At this time I do not have information as to the identity of the firemen in the pictures.


2-11 Fire Buffs Association

The 2-11 Fire Buffs Association started around 1958. They met the first Wednesday of every month at John C. Lincoln Hospital. They later acquired old station 18.
The above picture was taken around October 1962. The people in the picture are from left to right: Bill Kivet, David Branch, Pete Lucas, Matt Kells, Bob Walls and Bob Guildig. Bob Joined the Fire Buffs around 1960. Bob and Matt Kells would Incorporate the 2-11 Fire Buffs Association on June 19th 1967 (bet ya wonder how I know that). They are standing in front of Engine 21, a 1961 Seagrave sporting a 1250 gpm pump, and a 935 cid Hall-Scott gasoline engine.

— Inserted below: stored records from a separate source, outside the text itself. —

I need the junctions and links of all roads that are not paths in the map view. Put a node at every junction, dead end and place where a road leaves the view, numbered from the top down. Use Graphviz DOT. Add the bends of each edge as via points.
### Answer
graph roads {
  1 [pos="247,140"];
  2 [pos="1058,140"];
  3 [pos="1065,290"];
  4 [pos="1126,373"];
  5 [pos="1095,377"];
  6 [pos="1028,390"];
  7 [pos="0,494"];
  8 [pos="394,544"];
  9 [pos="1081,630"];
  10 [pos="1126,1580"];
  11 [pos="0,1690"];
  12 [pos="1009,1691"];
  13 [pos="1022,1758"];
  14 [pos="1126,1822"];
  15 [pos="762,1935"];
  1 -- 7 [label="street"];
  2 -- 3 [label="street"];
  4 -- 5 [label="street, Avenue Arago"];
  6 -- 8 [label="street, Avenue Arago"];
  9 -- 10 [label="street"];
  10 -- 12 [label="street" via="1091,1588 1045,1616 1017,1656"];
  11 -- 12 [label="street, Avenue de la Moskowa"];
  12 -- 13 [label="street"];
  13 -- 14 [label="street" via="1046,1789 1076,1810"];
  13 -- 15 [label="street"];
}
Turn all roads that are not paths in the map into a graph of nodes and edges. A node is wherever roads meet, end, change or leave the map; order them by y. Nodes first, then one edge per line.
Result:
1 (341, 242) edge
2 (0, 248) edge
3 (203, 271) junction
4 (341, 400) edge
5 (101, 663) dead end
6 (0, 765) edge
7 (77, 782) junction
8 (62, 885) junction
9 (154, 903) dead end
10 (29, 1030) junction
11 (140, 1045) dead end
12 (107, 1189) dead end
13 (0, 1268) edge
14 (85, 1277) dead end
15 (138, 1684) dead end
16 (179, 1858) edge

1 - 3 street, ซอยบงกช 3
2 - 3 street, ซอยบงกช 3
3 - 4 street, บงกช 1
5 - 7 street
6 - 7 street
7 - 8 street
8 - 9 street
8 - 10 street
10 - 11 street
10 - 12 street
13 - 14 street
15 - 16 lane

The engine was not yet in service and was being shown off at various locations as part of "Fire Prevention Week".
The above picture was taken in 1963 by an unknown Republic & Gazette photographer. The man on the left is Pete Lucas and Bob Guildig is on the right. This had to do with the remodeling an addition at old Fire Station 9. The rig is a 1961 Seagrave 85 foot tillered 935 cid Hall-Scott. Bob does not remember why they were there.The above picture was taken just after a 2-11 fire at a Yates surplus store (used to be about 2 blocks south of Camelback on 7 ave.). The men in the picture are from left to right: Pete Lucas. Jim Parks and an unknown. Mr. Unknown was later "asked" to resign because of an incident where he passed Ladder 9 going north on 7th Ave from Camelback. At Missouri and 7th Ave he stood in the middle of the street and stopped traffic while Ladder 9 went through (he had done something like this on several occasions). Back then the fire buffs would help clean up after a fire and on many occasions even help fight fires, and act as messengers at fire scenes. Fire buffs could be identified by their red hardhats. You can see this in the picture below of David Branch at another 2-11 fire.
Or this picture taken of Bob from old 8mm film.
Back then Fire Buffs had unprecedented access to a fire scene that just doesn't happen today. Here we see a picture taken by an unknown Republic and Gazette photographer of a group of firemen attempting to resuscitate a victim at a fire that took place on 01-11-1967 at 4231 w. Citrus. The man on the right with the helmet and black camera bag is of course Bob Guildig.
They often appeared in parades.
As in this case once again of Bob Guildig. The picture was taken by Gerald Rachwitz. Bob is on a Glendale crash rig. Below is a picture of Bob (doing a Captain Morgan imitation) next to Engine 21 (same rig in the first pic of this post) on the day it was delivered. It had just been unloaded from the train it arrived on.
Bob last attended a Fire Buffs meeting at what used to be old Station 18 in 1992. It is unknown if the association is still active. They are still listed at this site. Between 1960 and sometime before the 1980's was the golden age of Fire Buffs in Phoenix. It is unfortunate that the Phoenix Fire Department is no longer as friendly to such organizations as it had been in the past.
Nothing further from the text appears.